If makers are going to develop a world-class organization, then develop something that’s great for morale, productivity, and customer success. The right environment, culture, and systems will support employees to weather the toughest storms the market can throw at you.

Mission-driven

Some companies, nonprofits, and individuals are making products and services to solve humanity’s greatest (and not so greatest) challenges. Others are adopting mission-driven practices to extend their impact beyond the end user.

Why? Because makers believe their work can go beyond profits. Besides, being mission-driven is profitable as consumers become more conscious of where their money goes. Before the Connection Age, makers “targeted” consumers. Now, consumers are targeting makers, shifting their dollars to products that align with their values.

For example, take bottled water. Individually, it does the job well and quenches my thirst, but what about its effect on the ecosystem? The plastic waste is bad enough, but recent reports in the news state that 45% of the water used in bottled water is tap water. That’s called a PR disaster.

Contrast those practices with Patagonia, a clothing company. They prefer you recycle and reuse your old clothes than buy new ones from them. They take great pride in those stories, their conservation practices, and being a sustainable company.

Baron Fig makes beautifully crafted notebooks for paper aficionados. Using more paper is not a popular talking point with environmentalists, but Baron Fig prioritizes planting a tree for every notebook sold. Do you care? Will knowing that impact your buying decision?

I’m wearing Warby Parker glasses as I write this. Not only do they look good, but the impact of my purchase goes far beyond my own needs. When you buy a pair from Warby Parker, that purchase directly supports communities that lack basic eye care with affordable, even stylish glasses. Since Warby Parker began, they’ve helped distribute over a million pair of glasses to communities in need.

HX-focused products or companies have a tremendous impact beyond the business bottom line. They can take better care of their own people, as Netflix is famous for. Or they can contribute to a global cause, like Alphabet or The Bill and Melinda Gates Foundation is known to do.

Imagine an axis, with the horizontal line representing scale of impact (from the individual to whole planet), and the vertical line representing a given product or company’s positive or negative effect.

We can measure an organization’s ‘ripple effect’ on a simple axis:

My office chair from Staples makes my back happy, so I’d give it a high rating on positive effect. On the horizontal line is scale, and let’s face it, the chair is not going beyond my personal use.

Organizations such as Patagonia offer great products (high positive effect) AND sustainable business practices that enables their organizational impact to go beyond profitability.
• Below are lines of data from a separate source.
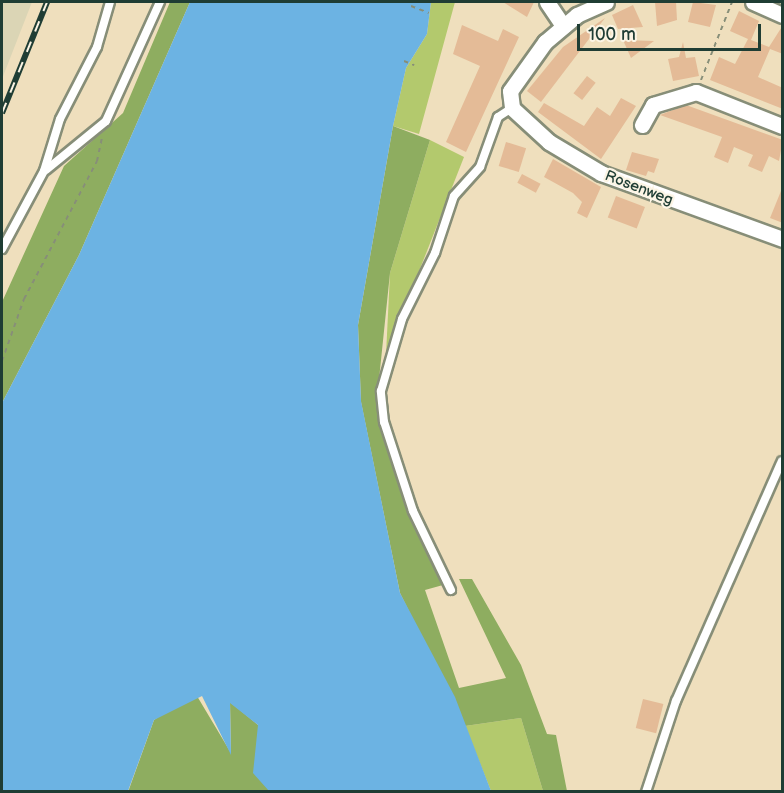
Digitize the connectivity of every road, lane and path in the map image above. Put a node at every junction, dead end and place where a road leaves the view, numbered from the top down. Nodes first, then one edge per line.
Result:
1 (110, 2) edge
2 (160, 2) edge
3 (547, 2) edge
4 (606, 2) edge
5 (732, 2) edge
6 (753, 2) edge
7 (411, 6) dead end
8 (429, 13) dead end
9 (783, 15) edge
10 (563, 26) junction
11 (404, 61) dead end
12 (414, 65) dead end
13 (696, 92) junction
14 (512, 108) junction
15 (106, 121) junction
16 (642, 125) dead end
17 (783, 126) edge
18 (44, 171) junction
19 (783, 239) edge
20 (2, 249) edge
21 (2, 362) edge
22 (783, 462) edge
23 (451, 590) dead end
24 (646, 792) edge

1 - 18 lane
2 - 15 lane
3 - 10 street
4 - 10 street
5 - 13 path
6 - 9 street
7 - 8 path
10 - 14 street
11 - 12 path
13 - 16 street
13 - 17 street
14 - 19 street, Rosenweg
14 - 23 lane
15 - 18 lane
15 - 21 path
18 - 20 lane
22 - 24 lane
Bottom line: HX-driven organizations can affect the world in ways rarely seen in our relative short history. There are leaders, products, and organizations that are making a difference everywhere. Their stories inspire present and future makers to bring their A game, and those are the stories we’d like to share with the world.

In search of HX

At Typeform, we continue to make great UX a foundation in everything we do, not just in product but in workplace culture. We’re working towards something bigger everyday, and look forward to sharing our progress.

Our company vision is to make things a little more human.

And that leads us to why. Why are we obsessed with HX?

It’s simple. We believe makers and users can aspire to something greater. The maker can create something profitable AND meaningful. The user can be a more conscientious consumer. Together, we can build remarkable things that does less harm and maximum good in the world.

Even more, we want to identify and align ourselves with the people, products, and organizations that lean toward the HX side of the UX Spectrum. We want to feature and share those stories with you. We hope this inspires you to do great things.

You and I are collectively creating the future anyway, so why not make our journey the ultimate experience imaginable?